## [What the task requires]
Search the data for "main" and copy every matching line.

====================

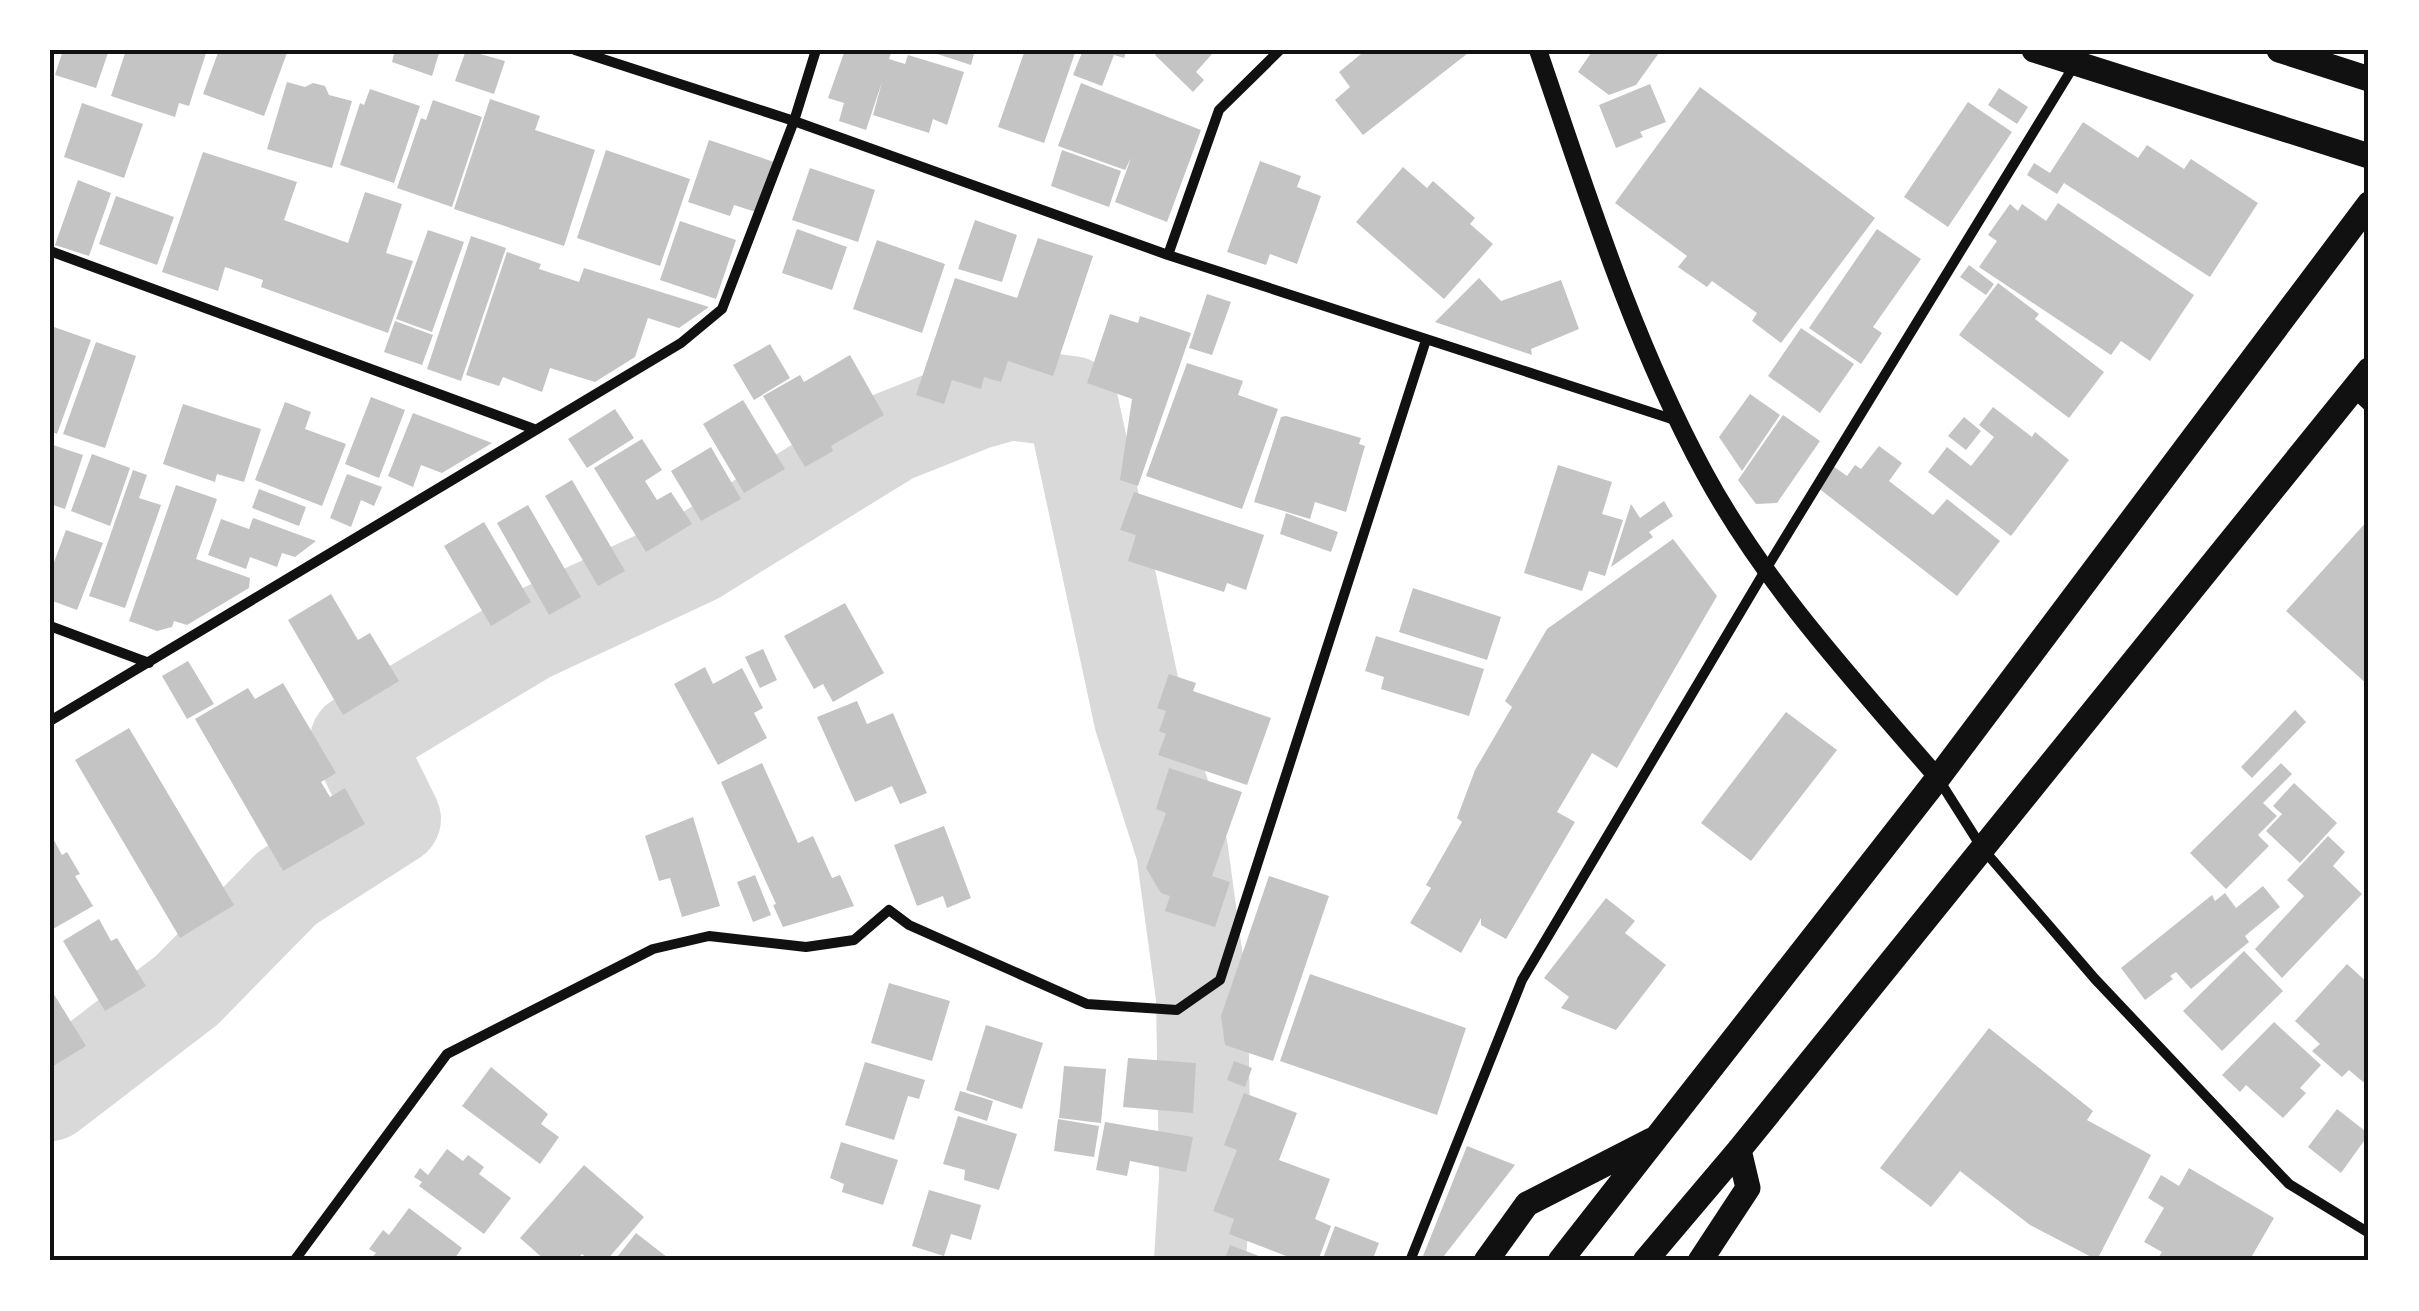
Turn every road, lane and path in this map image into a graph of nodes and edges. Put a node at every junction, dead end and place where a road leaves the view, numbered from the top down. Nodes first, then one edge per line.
1 (575, 50) edge
2 (816, 50) edge
3 (1280, 50) edge
4 (1538, 50) edge
5 (2034, 50) edge
6 (2279, 50) edge
7 (2075, 64) junction
8 (2369, 79) edge
9 (794, 121) junction
10 (2369, 156) edge
11 (2369, 204) edge
12 (50, 251) edge
13 (1168, 255) junction
14 (1426, 340) junction
15 (2369, 370) edge
16 (2361, 399) edge
17 (1680, 422) junction
18 (534, 429) junction
19 (1766, 569) junction
20 (50, 626) edge
21 (149, 663) junction
22 (50, 721) edge
23 (1938, 778) junction
24 (1982, 848) junction
25 (1661, 1136) junction
26 (1739, 1150) junction
27 (2369, 1232) edge
28 (294, 1261) edge
29 (1410, 1261) edge
30 (1486, 1261) edge
31 (1560, 1261) edge
32 (1645, 1261) edge
33 (1700, 1261) edge

1 - 9 street
2 - 9 street
3 - 13 street
4 - 17 street
5 - 7 main road
6 - 8 main road
7 - 10 main road
7 - 19 street
9 - 13 street
9 - 18 street
11 - 23 main road
12 - 18 street
13 - 14 street
14 - 17 street
14 - 28 street
15 - 16 main road
16 - 24 main road
17 - 19 street
18 - 21 street
19 - 23 street
19 - 29 street
20 - 21 street
21 - 22 street
23 - 24 street
23 - 25 main road
24 - 26 main road
24 - 27 street
25 - 30 main road
25 - 31 main road
26 - 32 main road
26 - 33 main road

====================

## [Your solution]
5 - 7 main road
6 - 8 main road
7 - 10 main road
11 - 23 main road
15 - 16 main road
16 - 24 main road
23 - 25 main road
24 - 26 main road
25 - 30 main road
25 - 31 main road
26 - 32 main road
26 - 33 main road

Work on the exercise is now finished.